Stored data
——————

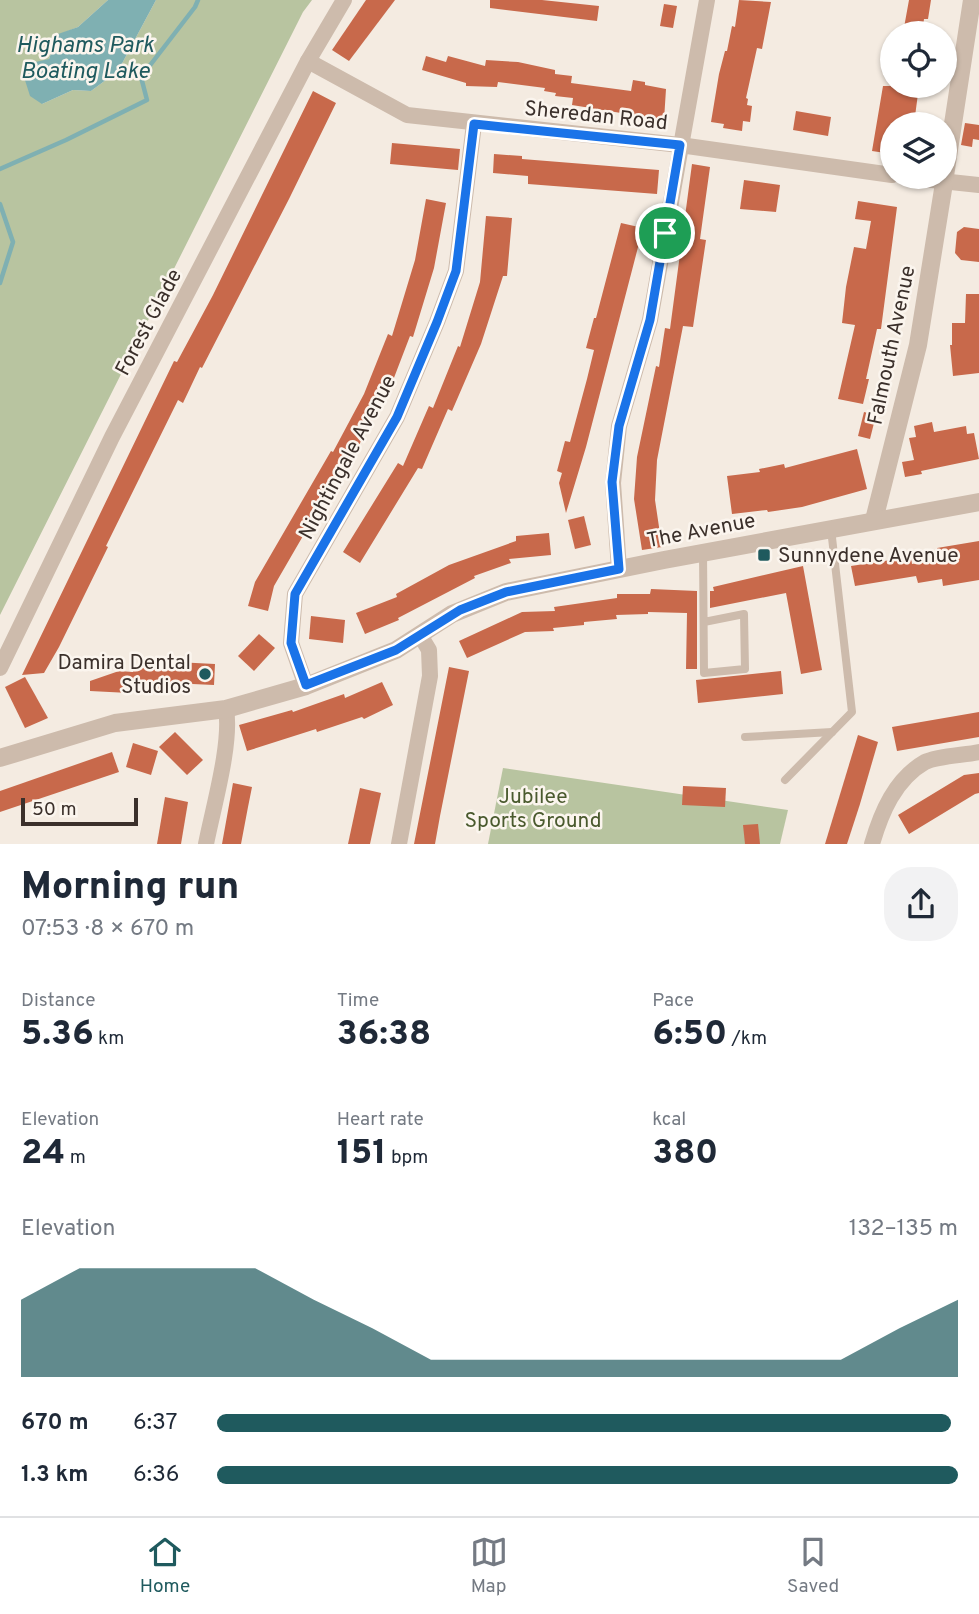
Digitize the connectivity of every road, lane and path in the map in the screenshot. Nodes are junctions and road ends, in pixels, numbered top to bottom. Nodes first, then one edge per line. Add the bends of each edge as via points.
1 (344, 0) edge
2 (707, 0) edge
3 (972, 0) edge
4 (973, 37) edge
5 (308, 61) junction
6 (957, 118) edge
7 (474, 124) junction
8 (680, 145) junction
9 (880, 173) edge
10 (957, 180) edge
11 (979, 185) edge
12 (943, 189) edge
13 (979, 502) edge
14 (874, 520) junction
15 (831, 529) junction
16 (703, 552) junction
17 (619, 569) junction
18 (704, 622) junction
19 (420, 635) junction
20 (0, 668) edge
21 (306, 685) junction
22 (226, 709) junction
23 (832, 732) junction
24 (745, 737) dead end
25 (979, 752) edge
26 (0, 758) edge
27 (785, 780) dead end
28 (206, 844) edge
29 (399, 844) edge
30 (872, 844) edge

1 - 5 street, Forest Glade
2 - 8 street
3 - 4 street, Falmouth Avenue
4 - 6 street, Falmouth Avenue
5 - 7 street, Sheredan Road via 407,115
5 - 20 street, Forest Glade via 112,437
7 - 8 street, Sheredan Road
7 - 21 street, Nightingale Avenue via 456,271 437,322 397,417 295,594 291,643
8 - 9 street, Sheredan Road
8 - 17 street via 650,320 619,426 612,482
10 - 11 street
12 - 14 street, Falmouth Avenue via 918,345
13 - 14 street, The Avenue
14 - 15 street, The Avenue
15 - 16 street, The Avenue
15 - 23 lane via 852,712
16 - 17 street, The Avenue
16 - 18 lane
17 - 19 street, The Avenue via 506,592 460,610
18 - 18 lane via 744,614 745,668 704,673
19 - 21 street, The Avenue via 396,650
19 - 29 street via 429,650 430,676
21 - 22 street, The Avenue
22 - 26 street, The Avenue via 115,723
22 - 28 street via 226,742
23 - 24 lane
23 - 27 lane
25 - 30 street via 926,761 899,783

——————

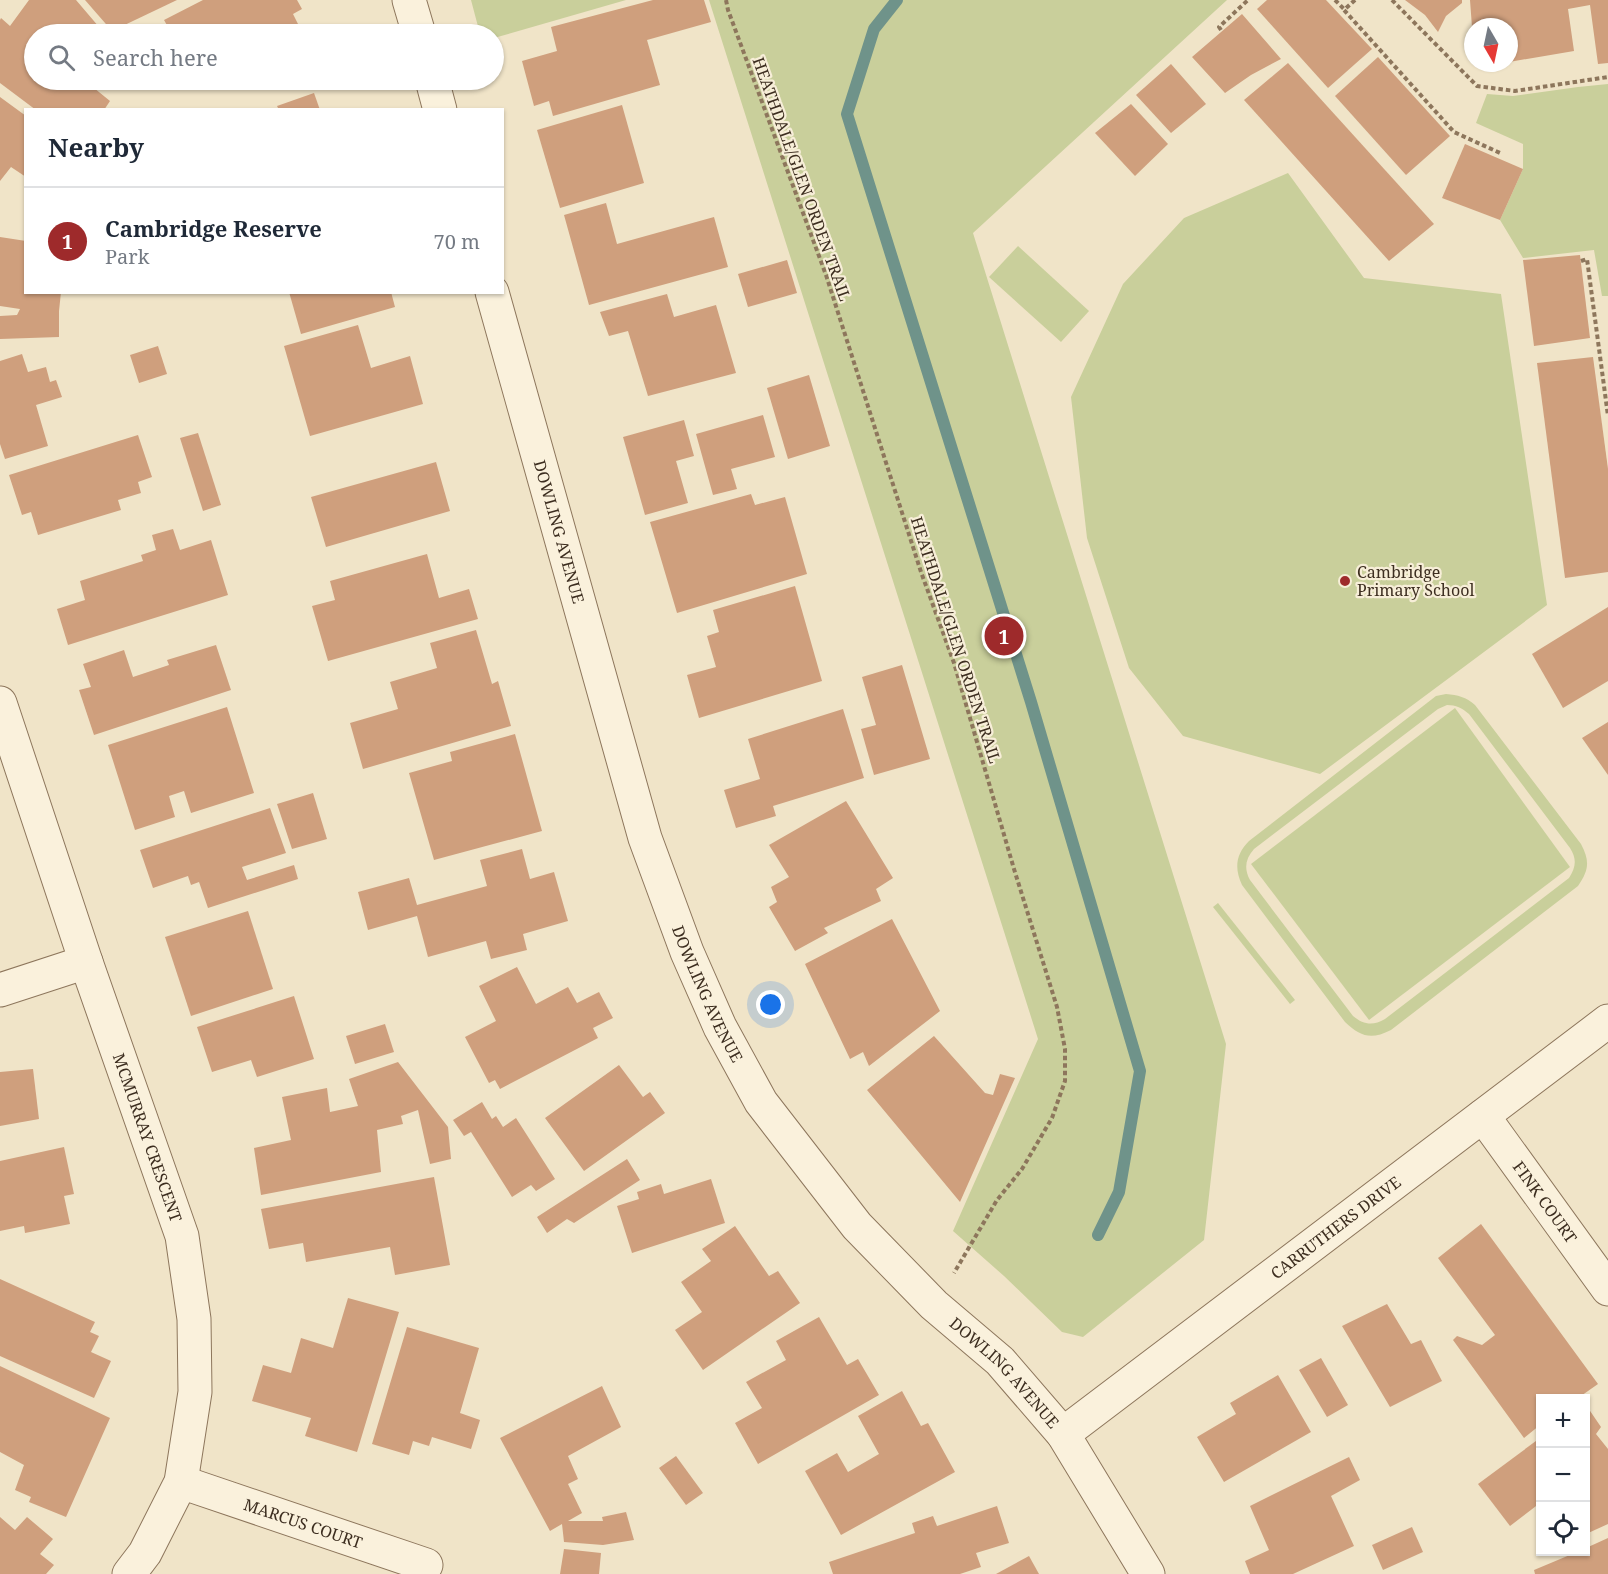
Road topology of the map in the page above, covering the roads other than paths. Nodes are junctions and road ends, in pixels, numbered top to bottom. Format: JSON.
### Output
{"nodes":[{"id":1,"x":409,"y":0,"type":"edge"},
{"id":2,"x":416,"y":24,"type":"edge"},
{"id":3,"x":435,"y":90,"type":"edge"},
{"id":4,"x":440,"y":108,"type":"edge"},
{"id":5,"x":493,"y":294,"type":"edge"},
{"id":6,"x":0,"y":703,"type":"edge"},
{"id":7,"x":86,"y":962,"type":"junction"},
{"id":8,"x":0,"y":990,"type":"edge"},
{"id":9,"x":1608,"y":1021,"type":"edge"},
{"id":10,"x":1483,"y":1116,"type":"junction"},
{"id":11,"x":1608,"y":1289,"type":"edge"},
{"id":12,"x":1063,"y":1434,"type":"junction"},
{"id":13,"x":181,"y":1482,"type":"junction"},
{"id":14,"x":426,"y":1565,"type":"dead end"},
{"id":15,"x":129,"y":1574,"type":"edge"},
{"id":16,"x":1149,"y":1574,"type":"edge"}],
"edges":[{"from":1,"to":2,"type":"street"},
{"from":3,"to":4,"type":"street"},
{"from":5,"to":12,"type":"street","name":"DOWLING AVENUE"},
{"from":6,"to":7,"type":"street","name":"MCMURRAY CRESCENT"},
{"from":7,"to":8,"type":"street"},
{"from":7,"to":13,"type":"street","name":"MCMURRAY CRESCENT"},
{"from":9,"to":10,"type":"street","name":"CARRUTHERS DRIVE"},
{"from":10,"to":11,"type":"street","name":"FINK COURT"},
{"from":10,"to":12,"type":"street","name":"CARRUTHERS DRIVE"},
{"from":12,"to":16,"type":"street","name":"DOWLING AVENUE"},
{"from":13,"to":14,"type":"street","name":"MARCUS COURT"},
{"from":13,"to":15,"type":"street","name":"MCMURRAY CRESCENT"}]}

——————

Task instructions
Within the entries above, find every line where the string "ends" occurs, and copy it.

Your solution
Digitize the connectivity of every road, lane and path in the map in the screenshot. Nodes are junctions and road ends, in pixels, numbered top to bottom. Nodes first, then one edge per line. Add the bends of each edge as via points.
Road topology of the map in the page above, covering the roads other than paths. Nodes are junctions and road ends, in pixels, numbered top to bottom. Format: JSON.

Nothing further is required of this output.